What Is a Fixed Rate Car Loan


Planning to apply for a car loan? The fixed rate option might be the best one for you.

What are fixed rate interest loans? It’s a type of loan that belongs to two of the most popular car loans offered today. Fixed rate car loans don’t change for the entire term, so buyers are able to anticipate their future payments without worrying that their outstanding balance will change as market interest rates change. In short, this type of financing keeps interest rates “fixed” for the entire duration of your loan.

The second most popular car loan are variable rate car loans. Variable rate financing changes depending on the prime rate, or another rate called an “index”. So if the index rate goes up, the interest rate on your loan increases, so your monthly payments go up. When the index rate goes down, your loan’s interest rate decreases, so your monthly payments go down as well. Many car dealers prefer to use fixed car rate loans, so it’s what we’ll discuss here. Often, the most common questions include the following:

## When is the best time to get a fixed rate car loan?

The best time to take advantage of fixed rate car loans is when interest rates are reasonably low but are forecasted to increase in the near future. This way, you’re locked in, even when index rates indicate that monthly payments have already increased.

## Where are fixed rate car loans used?

Fixed rate car loans are often applied on Chattel Mortgage Contracts or Car/Asset/Finance Lease Agreements.Chattel Mortgage Contracts or Car Loan Title Contracts advance the funds to the borrower so they can buy the vehicle. The customer takes ownership of the vehicle, and once they have fully paid the loan, the mortgage is cancelled. The borrower fully gets the car's title.

Fixed rate car loans are more often used together with Chattel Mortgage Contract. Here are the steps on how to avail of car loan using the Chattel Mortgage Contract:

1. Negotiate with your car dealer if you want to avail of a car loan.
2. Your car dealer applies your loan in either two ways: a) In-house financing; b) Car Loan Title / Chattel Mortgage Contract.
3. Make sure to watch out for hidden costs such as agent’s commission, documentary stamp taxes, car loan insurance, Land Transportation Office registration fees, etc.

Car/Asset/Finance-Lease Agreements are often given by corporate employers to their employees. In this case, the employers subsidize a certain percentage of the employee’s' car, while the rest is offered as a loan (with minimal rates) for the employee to pay for a specific term. Fixed rate car loans are also used here, but not as much when compared to Chattel Mortgage Contracts.

## How do you get the best deal when choosing a fixed rate car loan?

Searching for the best rate is one of the most important things you should do if you are planning to get a fixed rate loan. Here are some of the best ways you can do this:

### Research and gather information

Oftentimes, credit unions or banks offer the better fixed rate deals, so it's a good place for you to start your search. However, it’s just one of the many options you can take. Don't discount other options that are available to you. The best way to do this is to do some research and gather as much information as you can. Go online and look for the car you're interested in. It really doesn't matter if you’re not sure about which car to buy. Even the style (such as sedan, hatchback, or SUV) is enough to get you started.

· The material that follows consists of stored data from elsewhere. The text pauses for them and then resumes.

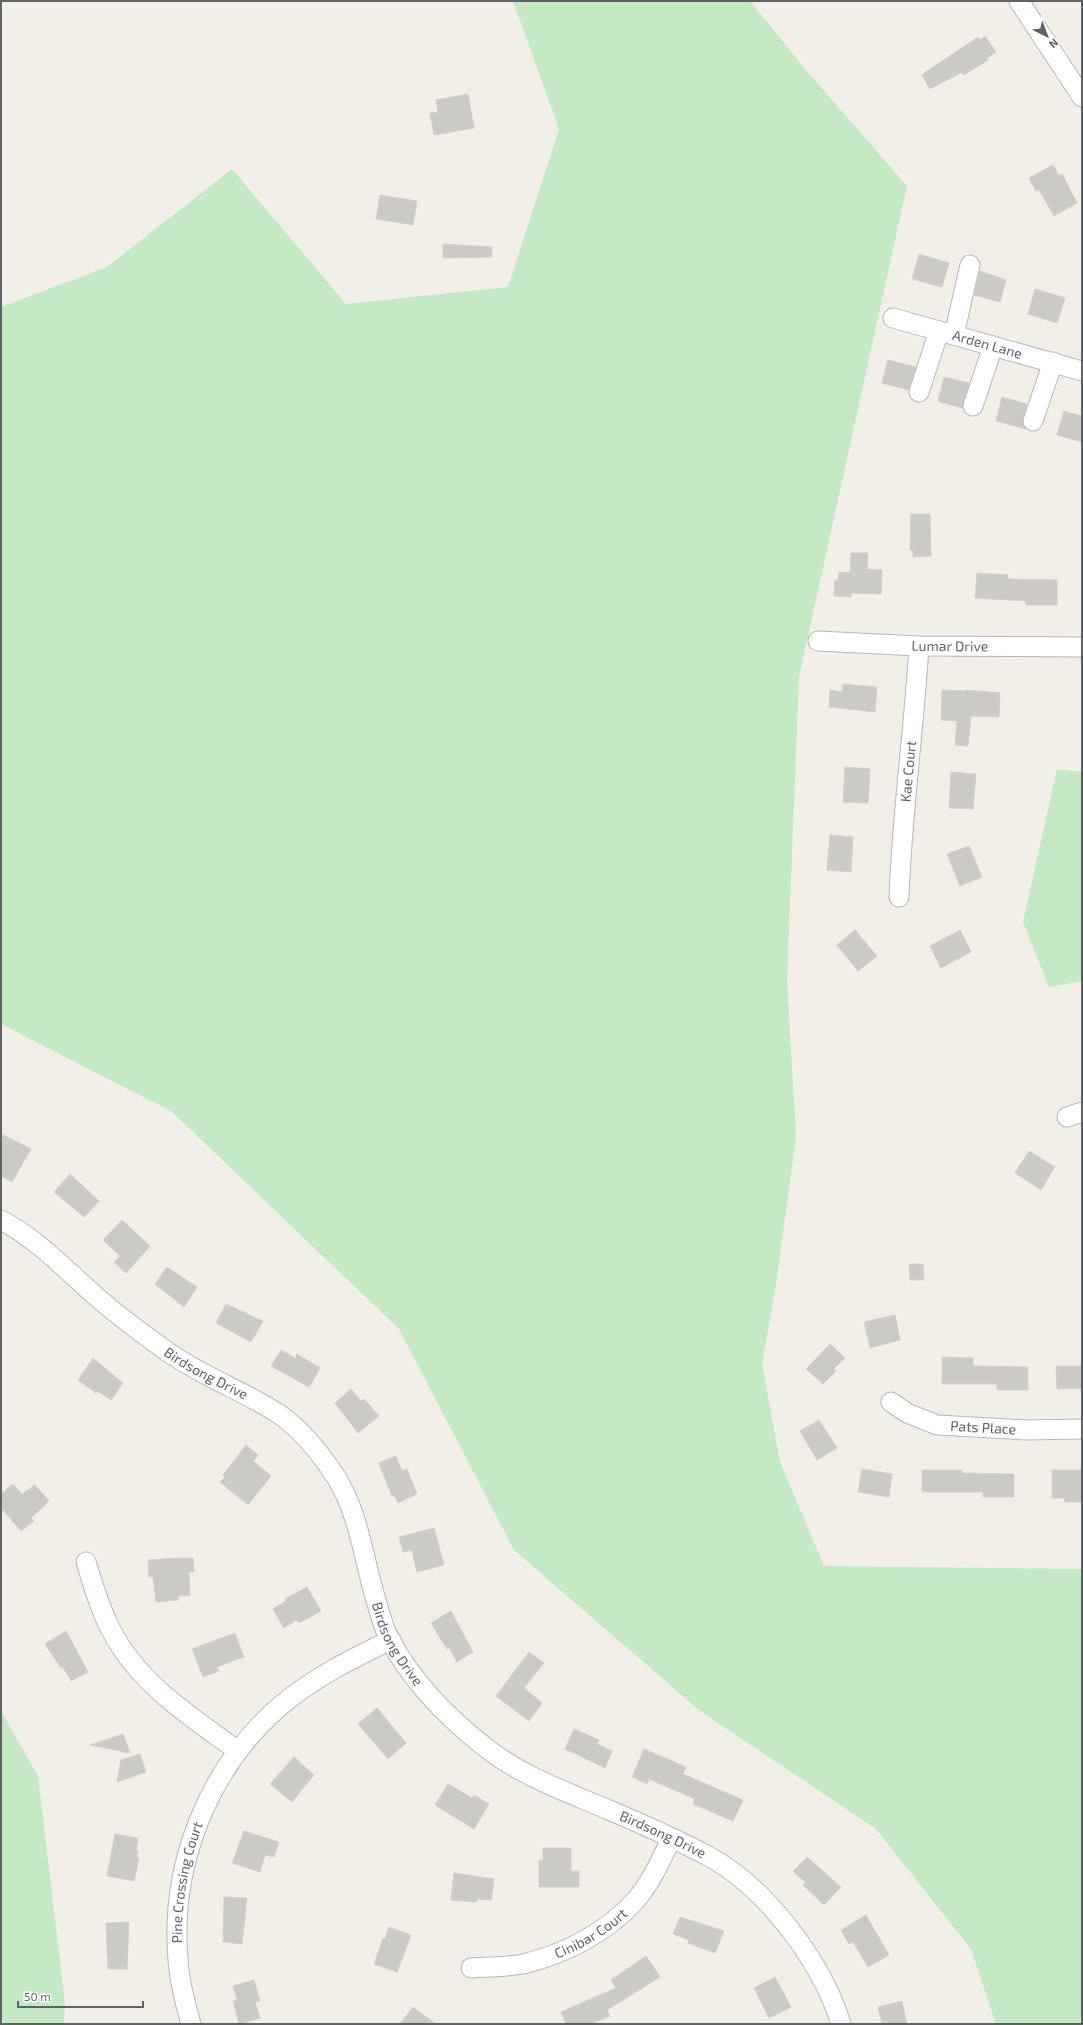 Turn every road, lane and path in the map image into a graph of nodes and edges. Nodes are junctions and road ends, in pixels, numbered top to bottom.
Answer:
1 (1019, 1) edge
2 (1082, 98) edge
3 (970, 265) dead end
4 (893, 318) dead end
5 (947, 333) junction
6 (993, 346) junction
7 (1053, 362) junction
8 (1082, 370) edge
9 (919, 392) dead end
10 (973, 406) dead end
11 (1033, 421) dead end
12 (818, 641) dead end
13 (919, 646) junction
14 (1082, 647) edge
15 (899, 897) dead end
16 (1, 1220) edge
17 (891, 1402) dead end
18 (1082, 1428) edge
19 (86, 1562) dead end
20 (390, 1640) junction
21 (238, 1751) junction
22 (671, 1839) junction
23 (471, 1968) dead end
24 (191, 2024) edge
25 (841, 2024) edge

1 - 2 street
3 - 5 street
4 - 5 street, Arden Lane
5 - 6 street, Arden Lane
5 - 9 street
6 - 7 street, Arden Lane
6 - 10 street
7 - 8 street, Arden Lane
7 - 11 street
12 - 13 street, Lumar Drive
13 - 14 street, Lumar Drive
13 - 15 street, Kae Court
16 - 20 street, Birdsong Drive
17 - 18 street, Pats Place
19 - 21 street
20 - 21 street, Pine Crossing Court
20 - 22 street, Birdsong Drive
21 - 24 street, Pine Crossing Court
22 - 23 street, Cinibar Court
22 - 25 street, Birdsong Drive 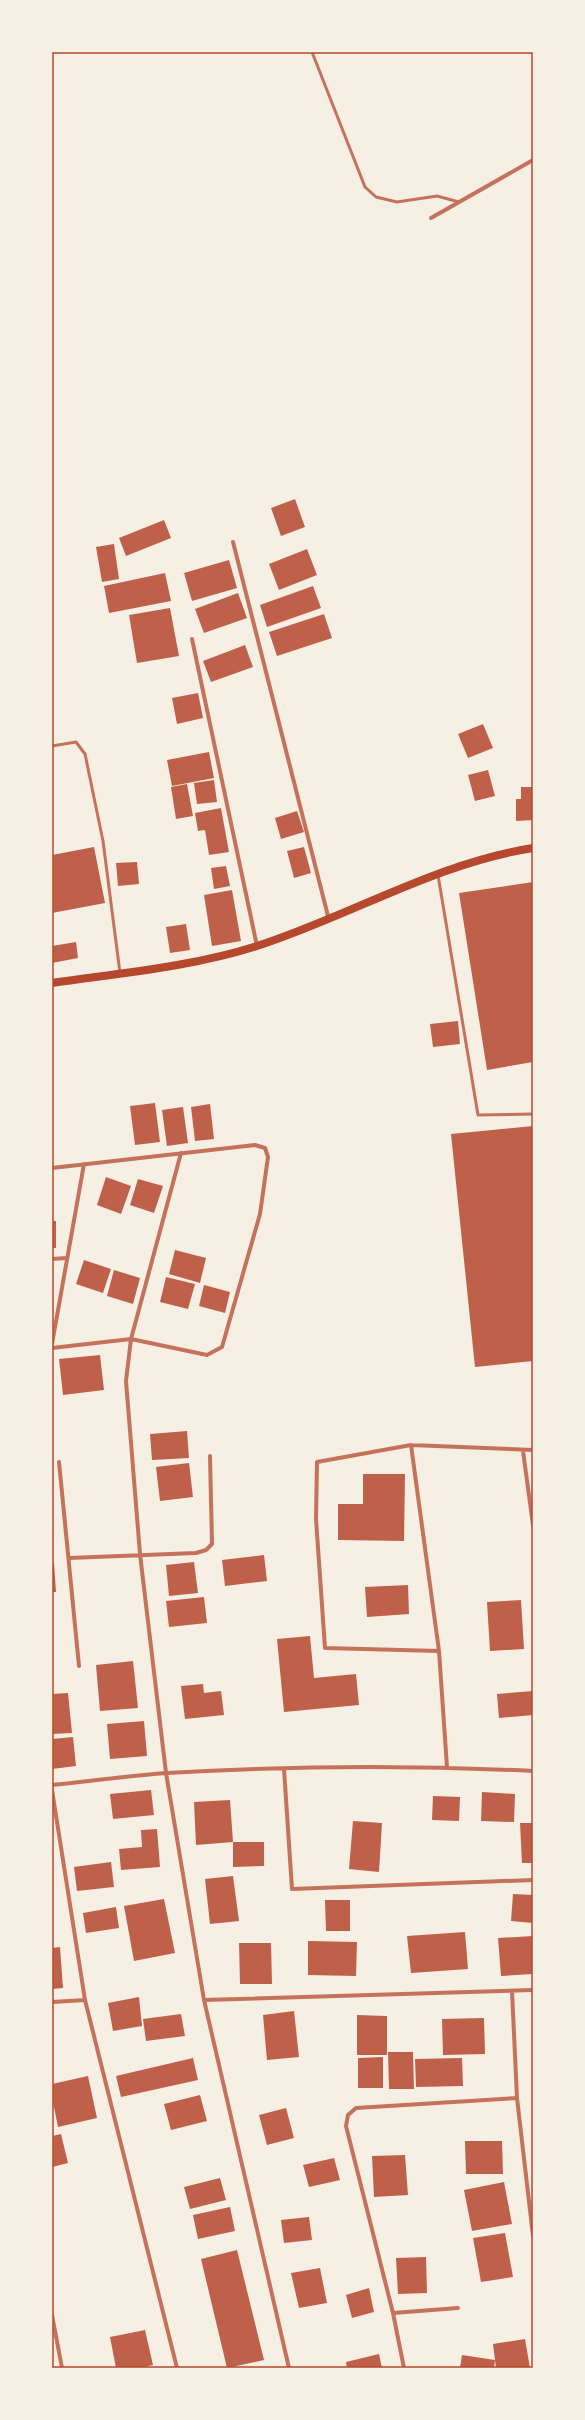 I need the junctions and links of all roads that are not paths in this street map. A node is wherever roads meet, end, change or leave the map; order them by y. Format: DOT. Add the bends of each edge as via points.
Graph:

### Contact banks and credit unions

If you want a more accurate quote, call banks and credit unions individually and ask for general rates. Those that have attractive rates are the ones you should look for pre-approval.

### Compare all the rates

Now that you have all the valuable information with you, it's now time to start comparing your fixed rate options. Compare rates, and choose the one with the lowest interest rates. Also take into consideration the various loan lengths available. Once you factored them in, look for the ones that will give you the best deal.

### Whenever possible, go with the shorter term loan

The shorter the term, the lower the interest rates. This is because the lender will not have to wait a long time to get their money back from you. However, keep in mind that this comes with a higher monthly payment, so figure out if it's something you can afford and commit to for a long period of time. As much as possible, avoid choosing loan terms that last longer than 72 months since they often carry higher interest rates than the usual rate.

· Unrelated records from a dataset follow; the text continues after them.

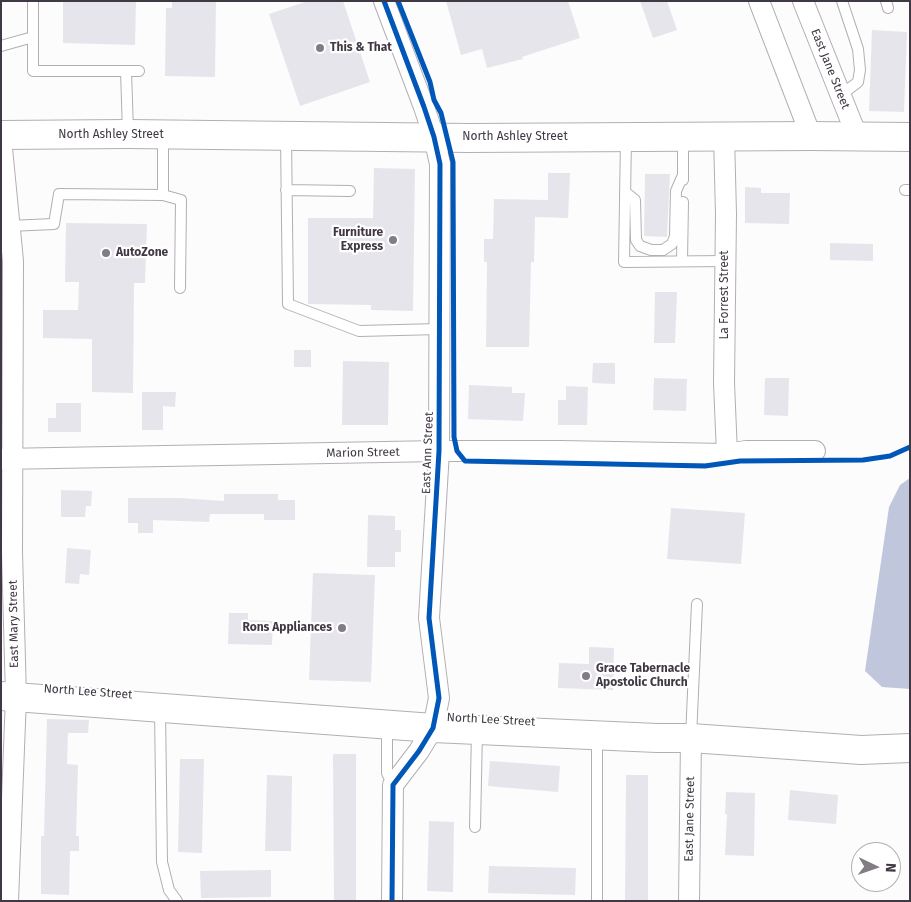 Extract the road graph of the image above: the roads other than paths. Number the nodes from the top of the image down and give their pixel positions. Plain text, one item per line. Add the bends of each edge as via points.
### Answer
1 (33, 1) edge
2 (384, 1) edge
3 (759, 1) edge
4 (803, 1) edge
5 (842, 1) edge
6 (33, 37) junction
7 (1, 46) edge
8 (126, 71) junction
9 (139, 71) dead end
10 (841, 95) junction
11 (128, 134) junction
12 (163, 135) junction
13 (1, 136) edge
14 (286, 136) junction
15 (724, 136) junction
16 (811, 136) junction
17 (857, 136) junction
18 (434, 137) junction
19 (626, 137) junction
20 (683, 137) junction
21 (910, 137) edge
22 (683, 175) junction
23 (286, 190) junction
24 (350, 191) dead end
25 (625, 192) junction
26 (163, 195) junction
27 (9, 226) junction
28 (682, 261) junction
29 (725, 261) junction
30 (180, 288) dead end
31 (440, 329) junction
32 (815, 451) dead end
33 (439, 452) junction
34 (727, 454) junction
35 (7, 459) edge
36 (697, 604) dead end
37 (8, 697) edge
38 (160, 708) junction
39 (387, 724) junction
40 (433, 728) junction
41 (478, 730) junction
42 (597, 735) junction
43 (690, 738) junction
44 (910, 748) edge
45 (393, 785) junction
46 (475, 828) dead end
47 (8, 901) edge
48 (177, 901) edge
49 (392, 901) edge
50 (598, 901) edge
51 (689, 901) edge

1 - 6 lane
2 - 18 street, East Ann Street
3 - 16 street
4 - 10 street, East Jane Street
5 - 10 lane via 858,48 860,70 858,82
6 - 7 lane
6 - 8 lane via 33,70
8 - 9 lane
8 - 11 lane
10 - 17 street, East Jane Street
11 - 12 main road, North Ashley Street
11 - 13 main road, North Ashley Street
12 - 14 main road, North Ashley Street
12 - 26 lane
13 - 27 street, East Mary Street
14 - 18 main road, North Ashley Street
14 - 23 lane
15 - 16 main road, North Ashley Street
15 - 20 main road, North Ashley Street
15 - 29 street, La Forrest Street
16 - 17 main road, North Ashley Street
17 - 21 main road, North Ashley Street
18 - 19 main road, North Ashley Street
18 - 31 street, East Ann Street via 440,164
19 - 20 main road, North Ashley Street
19 - 25 lane
20 - 22 lane
22 - 25 lane via 676,191 675,236 672,244 663,250 640,246 636,240 635,200
22 - 28 lane
23 - 24 lane
23 - 31 lane via 288,304 359,331
25 - 28 lane via 624,262
26 - 27 lane via 59,194 54,224
26 - 30 lane via 181,200
27 - 35 street, East Mary Street via 12,261
28 - 29 lane
29 - 34 street, La Forrest Street
31 - 33 street, East Ann Street
32 - 34 street, Marion Street
33 - 34 street, Marion Street
33 - 35 street, Marion Street
33 - 40 street, East Ann Street via 429,618 439,698
35 - 37 street, East Mary Street via 12,552
36 - 43 lane
37 - 38 main road, North Lee Street
37 - 47 street, East Mary Street
38 - 39 main road, North Lee Street
38 - 48 lane via 162,862 169,890
39 - 40 main road, North Lee Street
39 - 45 lane via 387,773
40 - 41 main road, North Lee Street
40 - 45 street, East Ann Street
41 - 42 main road, North Lee Street
41 - 46 lane
42 - 43 main road, North Lee Street
42 - 50 lane
43 - 44 main road, North Lee Street via 868,750
43 - 51 street, East Jane Street
45 - 49 street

### Give a huge down payment

Another way of bringing down your interest rate is to make a large down payment. This lessens the total amount you are financing, and it also lowers the credit risk. Large down payments offer better interest rates because it shows the lender that 1) you are financially-capable; 2) you are serious about your investment.

Although a huge down payment is ideal, it wouldn't do you any good if you are not consistent with your monthly payments. Therefore, it's much better to pay a minimum down payment and regularly pay your monthly payments until you finish off your entire loan than the other way around.

## How can you make fixed rate loans work for you?

Try to payout your loan earlier than your agreed-upon terms so you can reduce your loan’s term. While your monthly payment will probably remain the same as agreed upon by the contract, you will still save interest because you are decreasing the number of months you’re going to pay your loan.